ATI LPN
PN ATI Capstone Proctored Comprehensive Assessment 2020 B
1. A nurse is reviewing information about advance directives with a newly admitted client. Which statement by the client indicates an understanding of the teaching?
- A. My family can make decisions if I am unable to.
- B. I have a living will that outlines my wishes when I am unable to make a decision.
- C. I can write down my wishes, but they aren't legally binding.
- D. I don't need to worry about this until I’m critically ill.
Correct answer: B
Rationale: Choice B is the correct answer because having a living will is a legal document that outlines a client's wishes when they are unable to make decisions, indicating a good understanding of advance directives. Choice A is incorrect because it doesn't mention a specific document like a living will. Choice C is incorrect because advance directives, like a living will, can be legally binding. Choice D is incorrect because planning for advance directives should ideally be done before a person becomes critically ill.
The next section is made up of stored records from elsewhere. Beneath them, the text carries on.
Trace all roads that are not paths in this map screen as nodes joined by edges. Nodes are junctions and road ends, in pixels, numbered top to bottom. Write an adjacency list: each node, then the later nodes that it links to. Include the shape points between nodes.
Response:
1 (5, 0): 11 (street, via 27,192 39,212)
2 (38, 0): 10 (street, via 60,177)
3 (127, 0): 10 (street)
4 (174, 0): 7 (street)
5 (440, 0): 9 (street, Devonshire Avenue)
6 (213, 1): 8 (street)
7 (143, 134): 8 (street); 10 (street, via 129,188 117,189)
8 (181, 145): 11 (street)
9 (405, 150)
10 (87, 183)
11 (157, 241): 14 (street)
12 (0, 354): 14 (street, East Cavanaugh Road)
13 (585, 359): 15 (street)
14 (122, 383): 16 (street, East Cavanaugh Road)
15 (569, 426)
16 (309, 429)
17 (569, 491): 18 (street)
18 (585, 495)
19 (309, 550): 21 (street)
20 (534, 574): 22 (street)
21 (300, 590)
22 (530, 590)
2. A nurse is preparing a client for a colonoscopy. Which of the following medications should the nurse anticipate the provider to prescribe as an anesthetic for the procedure?
- A. Propofol
- B. Pancuronium
- C. Promethazine
- D. Pentoxifylline
Correct answer: A
Rationale: The correct answer is A, Propofol. Propofol is a short-acting anesthetic medication commonly used to induce moderate sedation for procedures like a colonoscopy. This medication provides rapid onset and recovery, making it an ideal choice for such procedures. Choice B, Pancuronium, is a neuromuscular blocking agent used for muscle relaxation during surgery and would not be appropriate for sedation during a colonoscopy. Choice C, Promethazine, is an antihistamine used for nausea and motion sickness, not for anesthesia. Choice D, Pentoxifylline, is a medication used to improve blood flow in patients with circulation problems and is not indicated for anesthesia during a colonoscopy.
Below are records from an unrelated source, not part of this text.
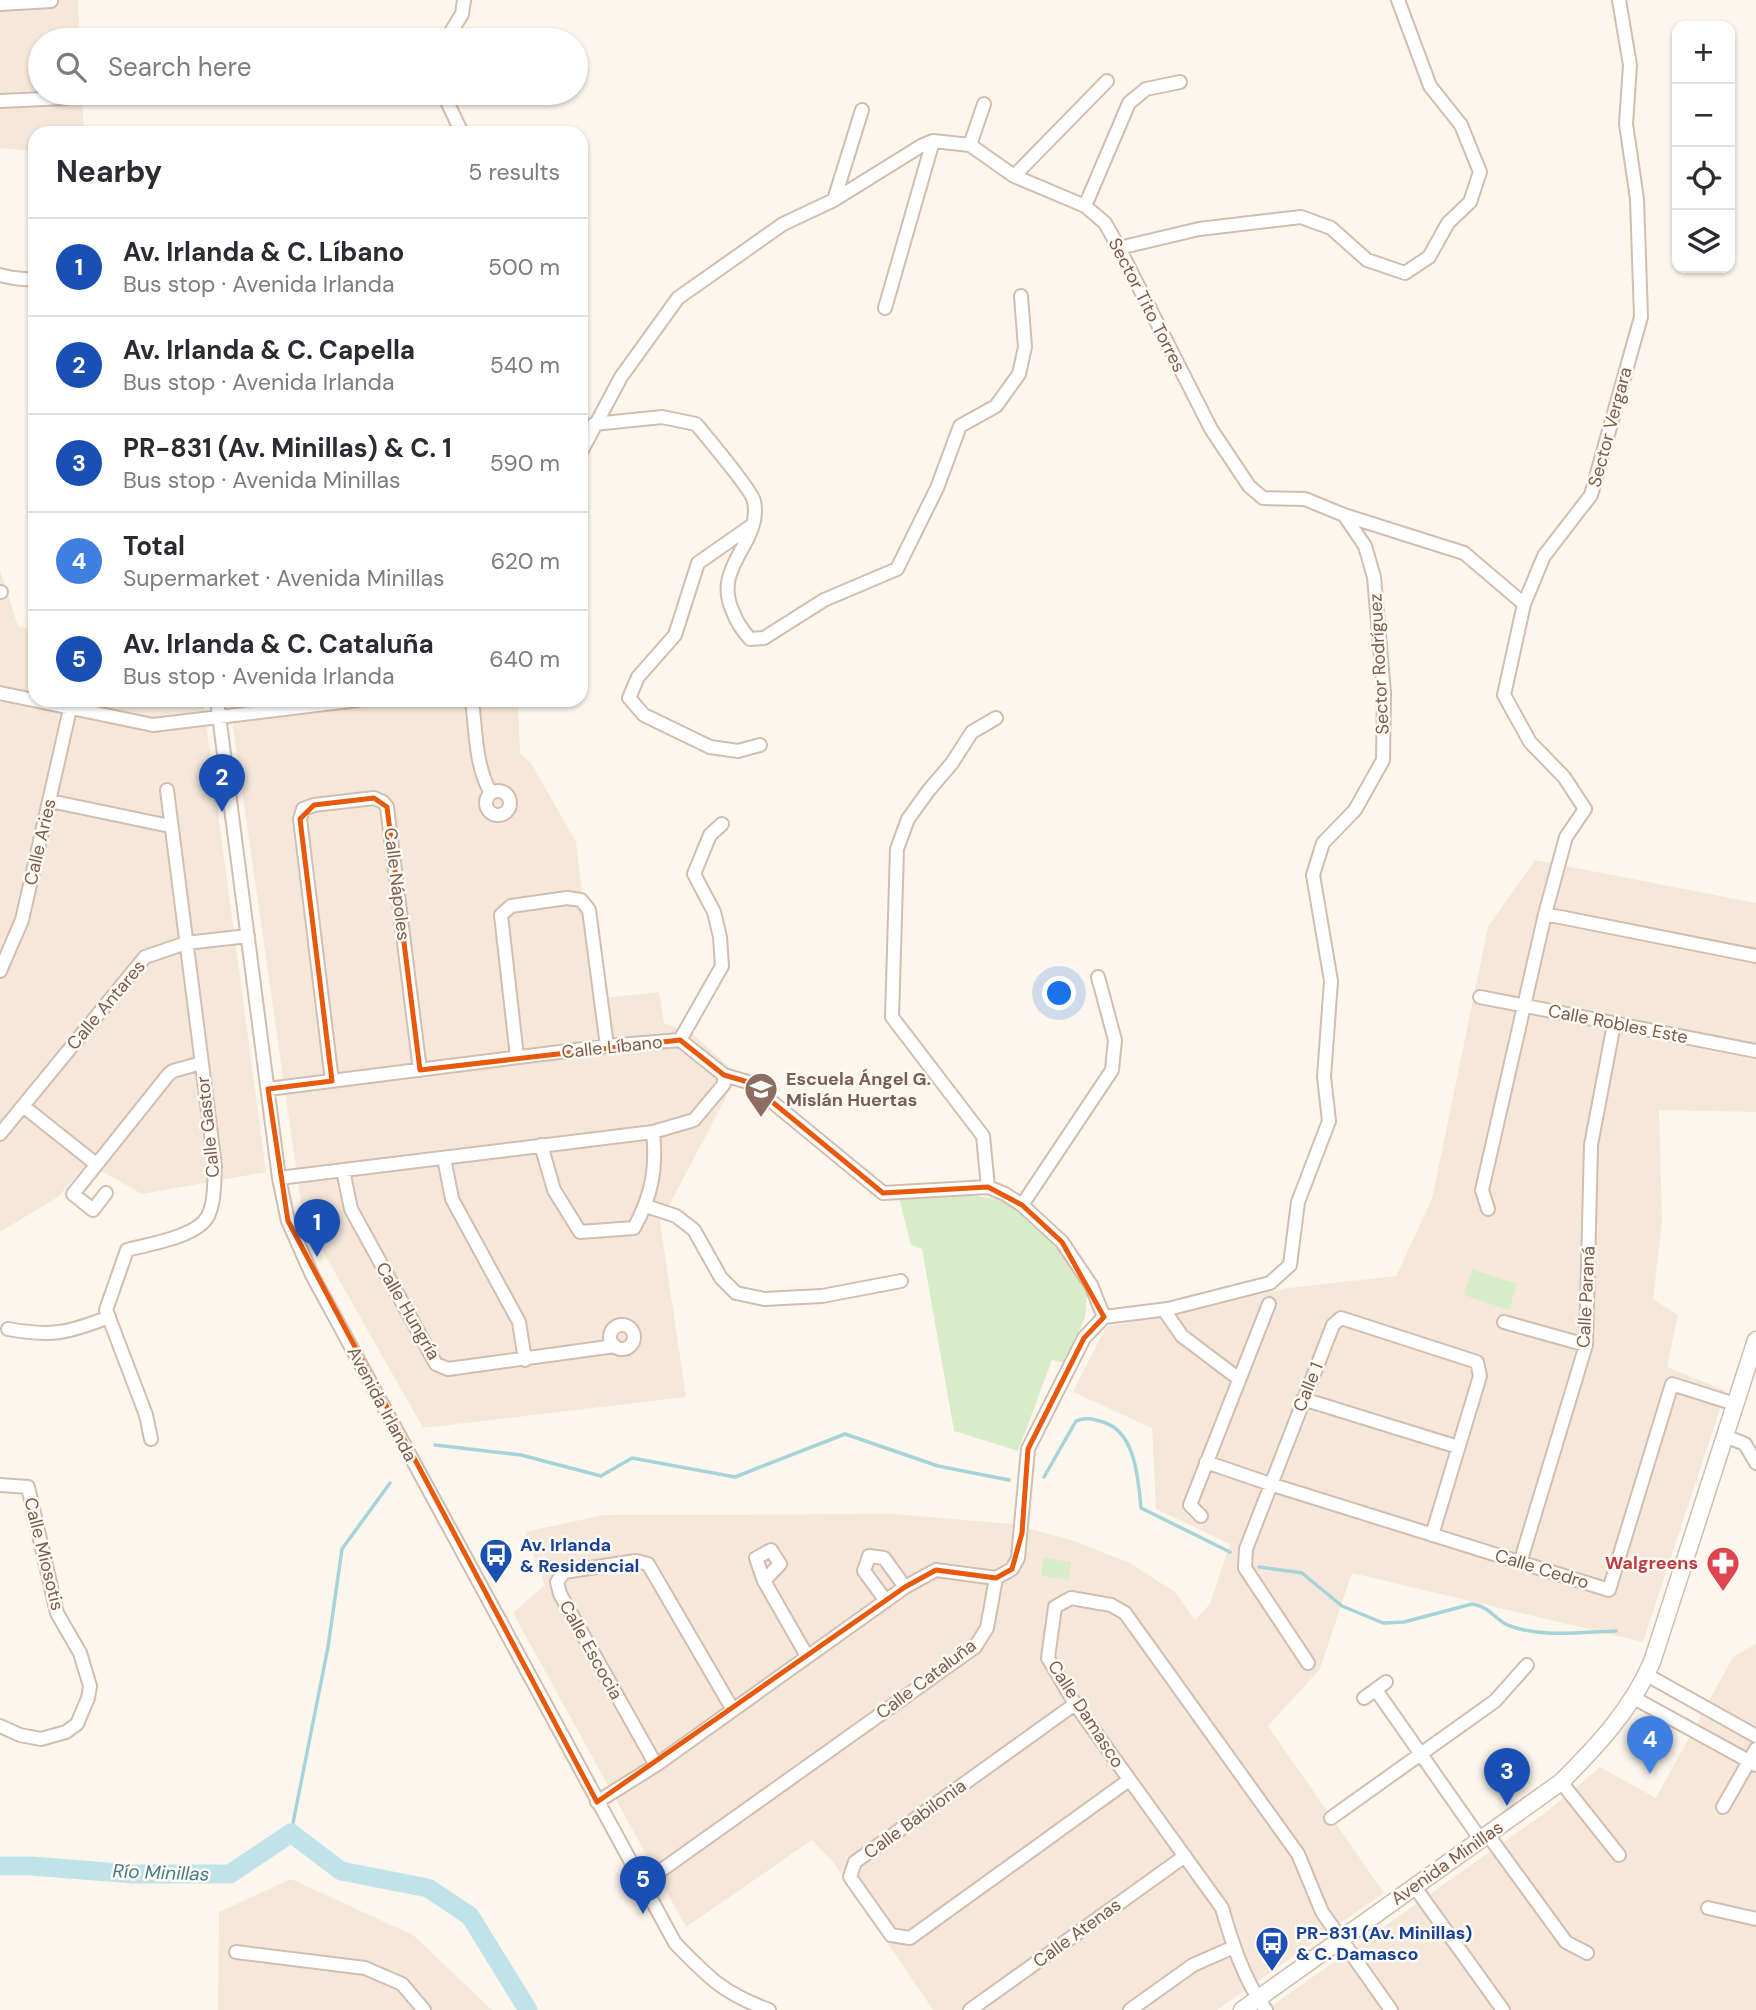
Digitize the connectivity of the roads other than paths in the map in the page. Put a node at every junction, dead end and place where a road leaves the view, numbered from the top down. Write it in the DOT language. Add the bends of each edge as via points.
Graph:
graph roads {
  1 [pos="464,0"];
  2 [pos="1398,0"];
  3 [pos="1619,0"];
  4 [pos="51,1"];
  5 [pos="0,4"];
  6 [pos="453,28"];
  7 [pos="1107,81"];
  8 [pos="1180,82"];
  9 [pos="28,100"];
  10 [pos="0,101"];
  11 [pos="984,104"];
  12 [pos="449,105"];
  13 [pos="862,110"];
  14 [pos="459,126"];
  15 [pos="933,141"];
  16 [pos="970,145"];
  17 [pos="1014,176"];
  18 [pos="834,200"];
  19 [pos="1085,206"];
  20 [pos="1119,248"];
  21 [pos="0,275"];
  22 [pos="28,279"];
  23 [pos="1021,296"];
  24 [pos="885,308"];
  25 [pos="594,424"];
  26 [pos="588,437"];
  27 [pos="1344,515"];
  28 [pos="754,524"];
  29 [pos="1524,604"];
  30 [pos="0,693"];
  31 [pos="28,699"];
  32 [pos="61,707"];
  33 [pos="218,707"];
  34 [pos="304,707"];
  35 [pos="473,707"];
  36 [pos="70,709"];
  37 [pos="220,718"];
  38 [pos="996,718"];
  39 [pos="760,745"];
  40 [pos="167,790"];
  41 [pos="491,793"];
  42 [pos="50,801"];
  43 [pos="722,824"];
  44 [pos="170,826"];
  45 [pos="1545,914"];
  46 [pos="248,936"];
  47 [pos="186,943"];
  48 [pos="1756,956"];
  49 [pos="0,971"];
  50 [pos="1098,977"];
  51 [pos="1480,997"];
  52 [pos="1524,1005"];
  53 [pos="1614,1024"];
  54 [pos="680,1040"];
  55 [pos="607,1046"];
  56 [pos="1756,1051"];
  57 [pos="517,1057"];
  58 [pos="201,1063"];
  59 [pos="421,1070"];
  60 [pos="723,1075"];
  61 [pos="332,1081"];
  62 [pos="268,1089"];
  63 [pos="23,1106"];
  64 [pos="653,1132"];
  65 [pos="0,1134"];
  66 [pos="541,1145"];
  67 [pos="444,1158"];
  68 [pos="96,1164"];
  69 [pos="343,1170"];
  70 [pos="279,1178"];
  71 [pos="988,1187"];
  72 [pos="106,1193"];
  73 [pos="1022,1205"];
  74 [pos="646,1206"];
  75 [pos="1488,1209"];
  76 [pos="901,1281"];
  77 [pos="1269,1304"];
  78 [pos="1164,1310"];
  79 [pos="109,1317"];
  80 [pos="1104,1317"];
  81 [pos="1504,1322"];
  82 [pos="8,1329"];
  83 [pos="1756,1340"];
  84 [pos="1586,1345"];
  85 [pos="615,1346"];
  86 [pos="524,1360"];
  87 [pos="1239,1379"];
  88 [pos="1303,1399"];
  89 [pos="1735,1404"];
  90 [pos="1725,1436"];
  91 [pos="151,1439"];
  92 [pos="1458,1447"];
  93 [pos="1206,1462"];
  94 [pos="1756,1463"];
  95 [pos="0,1485"];
  96 [pos="1270,1485"];
  97 [pos="1201,1516"];
  98 [pos="1432,1535"];
  99 [pos="1520,1563"];
  100 [pos="996,1578"];
  101 [pos="764,1581"];
  102 [pos="905,1587"];
  103 [pos="886,1601"];
  104 [pos="807,1657"];
  105 [pos="1308,1663"];
  106 [pos="1527,1665"];
  107 [pos="1647,1675"];
  108 [pos="1364,1698"];
  109 [pos="1634,1698"];
  110 [pos="1075,1704"];
  111 [pos="733,1710"];
  112 [pos="0,1726"];
  113 [pos="1756,1736"];
  114 [pos="1756,1749"];
  115 [pos="1421,1754"];
  116 [pos="1752,1763"];
  117 [pos="656,1765"];
  118 [pos="1129,1780"];
  119 [pos="1561,1782"];
  120 [pos="597,1802"];
  121 [pos="1723,1807"];
  122 [pos="1331,1818"];
  123 [pos="1485,1837"];
  124 [pos="1619,1855"];
  125 [pos="1185,1856"];
  126 [pos="642,1884"];
  127 [pos="1414,1886"];
  128 [pos="1708,1908"];
  129 [pos="1756,1919"];
  130 [pos="1340,1939"];
  131 [pos="1234,1947"];
  132 [pos="236,1952"];
  133 [pos="1587,1953"];
  134 [pos="1262,2004"];
  135 [pos="424,2010"];
  136 [pos="769,2010"];
  137 [pos="970,2010"];
  138 [pos="1130,2010"];
  139 [pos="1242,2010"];
  140 [pos="1391,2010"];
  141 [pos="1503,2010"];
  1 -- 6 [label="street"];
  2 -- 20 [label="street" via="1430,86 1461,125 1480,172 1470,202 1448,223 1429,257 1405,273 1367,260 1331,228 1301,217 1199,229"];
  3 -- 29 [label="street, Sector Vergara" via="1630,65 1626,124 1637,199 1641,317 1591,495 1544,556"];
  4 -- 5 [label="street"];
  7 -- 17 [label="street"];
  8 -- 19 [label="street" via="1146,89 1129,103"];
  9 -- 10 [label="street"];
  11 -- 16 [label="street"];
  12 -- 14 [label="street"];
  13 -- 18 [label="street"];
  15 -- 16 [label="street, Sector Tito Torres"];
  15 -- 18 [label="street"];
  15 -- 24 [label="street"];
  16 -- 17 [label="street, Sector Tito Torres"];
  17 -- 19 [label="street, Sector Tito Torres"];
  18 -- 25 [label="street" via="783,224 678,298 621,377"];
  19 -- 20 [label="street, Sector Tito Torres" via="1105,223"];
  20 -- 27 [label="street, Sector Tito Torres" via="1211,429 1249,486 1263,498 1305,499"];
  21 -- 22 [label="street"];
  23 -- 28 [label="street" via="1025,347 1019,374 996,406 960,426 937,488 897,569 824,600 764,638 750,639 728,602 727,579"];
  25 -- 26 [label="street"];
  25 -- 28 [label="street" via="662,417 696,424 754,499"];
  27 -- 29 [label="street, Sector Tito Torres" via="1464,553"];
  27 -- 78 [label="street, Sector Rodríguez" via="1364,546 1374,577 1384,693 1383,760 1355,810 1323,843 1313,875 1331,981 1324,1077 1329,1121 1298,1202 1290,1265 1269,1283"];
  28 -- 39 [label="street" via="698,564 674,635 638,677 629,698 644,715 710,747 738,751"];
  29 -- 45 [label="street, Sector Vergara" via="1504,695 1530,742 1564,777 1585,809 1566,836"];
  30 -- 31 [label="street"];
  32 -- 36 [label="street"];
  33 -- 37 [label="street, Avenida Irlanda"];
  34 -- 37 [label="street"];
  35 -- 41 [label="street" via="480,767"];
  36 -- 37 [label="street" via="153,725"];
  36 -- 42 [label="street, Calle Aries"];
  37 -- 46 [label="street, Avenida Irlanda"];
  38 -- 71 [label="street" via="972,732 908,818 897,849 892,1017 983,1136"];
  40 -- 44 [label="street, Calle Gastor"];
  42 -- 44 [label="street"];
  42 -- 49 [label="street, Calle Aries" via="23,920"];
  43 -- 54 [label="street" via="710,835 694,874 714,912 722,967"];
  44 -- 47 [label="street, Calle Gastor"];
  45 -- 48 [label="street"];
  45 -- 52 [label="street"];
  46 -- 47 [label="street, Calle Antares"];
  46 -- 62 [label="street, Avenida Irlanda"];
  47 -- 58 [label="street, Calle Gastor"];
  47 -- 63 [label="street, Calle Antares" via="145,957"];
  50 -- 73 [label="street" via="1115,1040 1112,1070"];
  51 -- 52 [label="street, Calle Robles Este"];
  52 -- 53 [label="street, Calle Robles Este"];
  52 -- 75 [label="street" via="1482,1190"];
  53 -- 56 [label="street, Calle Robles Este"];
  53 -- 84 [label="street, Calle Paraná" via="1591,1144"];
  54 -- 55 [label="street, Calle Líbano"];
  54 -- 60 [label="street, Calle Líbano"];
  55 -- 57 [label="street, Calle Líbano"];
  55 -- 57 [label="street" via="589,910 581,900 567,898 511,906 501,915"];
  57 -- 59 [label="street, Calle Líbano"];
  58 -- 68 [label="street" via="168,1075"];
  58 -- 79 [label="street, Calle Gastor" via="215,1166 210,1210 193,1231 127,1250 106,1310"];
  59 -- 61 [label="street, Calle Líbano"];
  59 -- 61 [label="street, Calle Nápoles" via="387,807 374,797 314,805 303,809 300,819"];
  60 -- 64 [label="street" via="724,1084 694,1120"];
  60 -- 71 [label="street, Calle Líbano" via="748,1082 883,1193"];
  61 -- 62 [label="street, Calle Líbano"];
  62 -- 70 [label="street, Avenida Irlanda"];
  63 -- 65 [label="street, Calle Antares"];
  63 -- 68 [label="street"];
  64 -- 66 [label="street"];
  64 -- 74 [label="street" via="656,1161"];
  66 -- 67 [label="street"];
  66 -- 74 [label="street" via="554,1190 580,1232 634,1227"];
  67 -- 69 [label="street"];
  67 -- 86 [label="street" via="452,1199 519,1322"];
  68 -- 72 [label="street" via="73,1194 93,1210"];
  69 -- 70 [label="street"];
  69 -- 86 [label="street, Calle Hungría" via="351,1209 436,1364 447,1369"];
  70 -- 120 [label="street, Avenida Irlanda" via="288,1221 312,1275"];
  71 -- 73 [label="street"];
  73 -- 80 [label="street" via="1062,1242 1091,1285"];
  74 -- 76 [label="street" via="676,1216 694,1230 721,1278 736,1293 764,1299 822,1296"];
  77 -- 87 [label="street"];
  78 -- 80 [label="street, Sector Rodríguez"];
  78 -- 87 [label="street" via="1182,1336"];
  79 -- 82 [label="street" via="57,1334"];
  79 -- 91 [label="street"];
  80 -- 100 [label="street" via="1084,1338 1028,1449 1018,1558 1012,1569"];
  81 -- 84 [label="street"];
  83 -- 89 [label="street, Avenida Minillas"];
  84 -- 99 [label="street, Calle Paraná"];
  85 -- 86 [label="street, Calle Hungría"];
  87 -- 93 [label="street"];
  88 -- 92 [label="street"];
  88 -- 92 [label="street, Calle 1" via="1333,1325 1341,1318 1477,1362 1480,1376"];
  88 -- 96 [label="street, Calle 1"];
  89 -- 90 [label="street, Avenida Minillas"];
  89 -- 99 [label="street, Calle Cedro" via="1672,1384 1609,1590"];
  90 -- 94 [label="street" via="1745,1444"];
  90 -- 107 [label="street, Avenida Minillas"];
  92 -- 98 [label="street"];
  93 -- 96 [label="street, Calle Cedro"];
  93 -- 97 [label="street" via="1190,1505"];
  95 -- 112 [label="street, Calle Miosotis" via="28,1487 57,1613 80,1653 90,1686 77,1724 66,1732 41,1738"];
  96 -- 98 [label="street, Calle Cedro"];
  96 -- 105 [label="street, Calle 1" via="1246,1546 1245,1568"];
  98 -- 99 [label="street, Calle Cedro"];
  100 -- 102 [label="street" via="936,1570"];
  100 -- 126 [label="street, Calle Cataluña" via="987,1628 975,1647"];
  101 -- 104 [label="street"];
  102 -- 103 [label="street"];
  102 -- 103 [label="street" via="884,1558 869,1556 864,1571"];
  103 -- 104 [label="street"];
  104 -- 111 [label="street"];
  106 -- 115 [label="street" via="1495,1701"];
  107 -- 109 [label="street, Avenida Minillas"];
  107 -- 113 [label="street"];
  108 -- 115 [label="street" via="1381,1686"];
  109 -- 116 [label="street"];
  109 -- 119 [label="street, Avenida Minillas" via="1606,1737"];
  110 -- 118 [label="street, Calle Damasco"];
  110 -- 118 [label="street, Calle Babilonia" via="855,1863 850,1877 861,1895 891,1935 910,1938"];
  110 -- 130 [label="street, Calle Damasco" via="1048,1658 1055,1607 1070,1598 1111,1605 1125,1613 1298,1854 1322,1912"];
  111 -- 117 [label="street"];
  111 -- 117 [label="street, Calle Escocia" via="648,1564 636,1561 564,1572 557,1582 560,1594"];
  114 -- 116 [label="street"];
  115 -- 122 [label="street"];
  115 -- 123 [label="street"];
  116 -- 121 [label="street"];
  117 -- 120 [label="street"];
  118 -- 125 [label="street, Calle Damasco"];
  119 -- 123 [label="street, Avenida Minillas"];
  119 -- 124 [label="street"];
  120 -- 126 [label="street, Avenida Irlanda"];
  123 -- 127 [label="street, Avenida Minillas"];
  123 -- 133 [label="street" via="1566,1942"];
  125 -- 131 [label="street, Calle Damasco" via="1222,1908"];
  125 -- 137 [label="street, Calle Atenas"];
  126 -- 136 [label="street, Avenida Irlanda" via="675,1943 712,1982"];
  127 -- 130 [label="street, Avenida Minillas"];
  127 -- 141 [label="street"];
  128 -- 129 [label="street"];
  130 -- 134 [label="street, Avenida Minillas"];
  130 -- 140 [label="street"];
  131 -- 134 [label="street, Calle Damasco"];
  131 -- 138 [label="street" via="1193,1965"];
  132 -- 135 [label="street" via="365,1968 402,1983"];
  134 -- 139 [label="street, Avenida Minillas"];
}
3. Four clients present to the emergency department. The nurse should plan to see which of the following clients first?
- A. A 6-year-old client with a dislocated shoulder
- B. A 26-year-old client with sickle cell disease and severe joint pain
- C. A 76-year-old client who is confused, febrile, and has foul-smelling urine
- D. A 50-year-old client who has slurred speech and reports a headache
Correct answer: D
Rationale: The correct answer is D. The client with slurred speech and a headache may be experiencing a stroke, which is a medical emergency that requires immediate attention to prevent irreversible brain damage. While each client requires prompt assessment and care, the priority is to address potentially life-threatening conditions first. Choices A, B, and C, although important, do not present with symptoms as critical as those of a possible stroke, which necessitates urgent intervention.
4. A nurse is caring for a client at 32 weeks gestation with a history of cardiac disease. Which position should the nurse recommend to promote optimal cardiac output?
- A. The chest
- B. Standing
- C. Supine
- D. Left lateral
Correct answer: D
Rationale: The left lateral position is the correct choice to promote optimal cardiac output in a pregnant client at 32 weeks gestation with cardiac disease. This position improves venous return and decreases pressure on the vena cava, helping optimize cardiac output. Standing (choice B) would not be recommended as it may decrease venous return. The supine position (choice C) should be avoided in pregnant clients with cardiac disease as it can compress the vena cava, reducing cardiac output and potentially causing hypotension. The chest (choice A) is not a valid position recommendation for optimizing cardiac output in this scenario.
5. A nurse is assessing a newborn 1 hour after birth. The newborn has acrocyanosis and a heart rate of 130 beats per minute. Which of the following actions should the nurse take?
- A. Place the newborn under a radiant warmer
- B. Apply oxygen
- C. Swaddle the newborn
- D. Reassess the newborn in 1 hour
Correct answer: D
Rationale: Acrocyanosis, a bluish discoloration of the hands and feet, is a normal finding in newborns within the first few hours after birth. The heart rate of 130 beats per minute is also within the normal range for a newborn. These findings are typical and do not require immediate intervention. The appropriate action for the nurse is to continue monitoring the newborn. Reassessing the newborn in 1 hour allows the nurse to observe any changes and ensure the newborn's condition remains stable. Placing the newborn under a radiant warmer or applying oxygen is not necessary as the newborn's condition is within normal limits. Swaddling the newborn may provide comfort but is not the priority action in this scenario.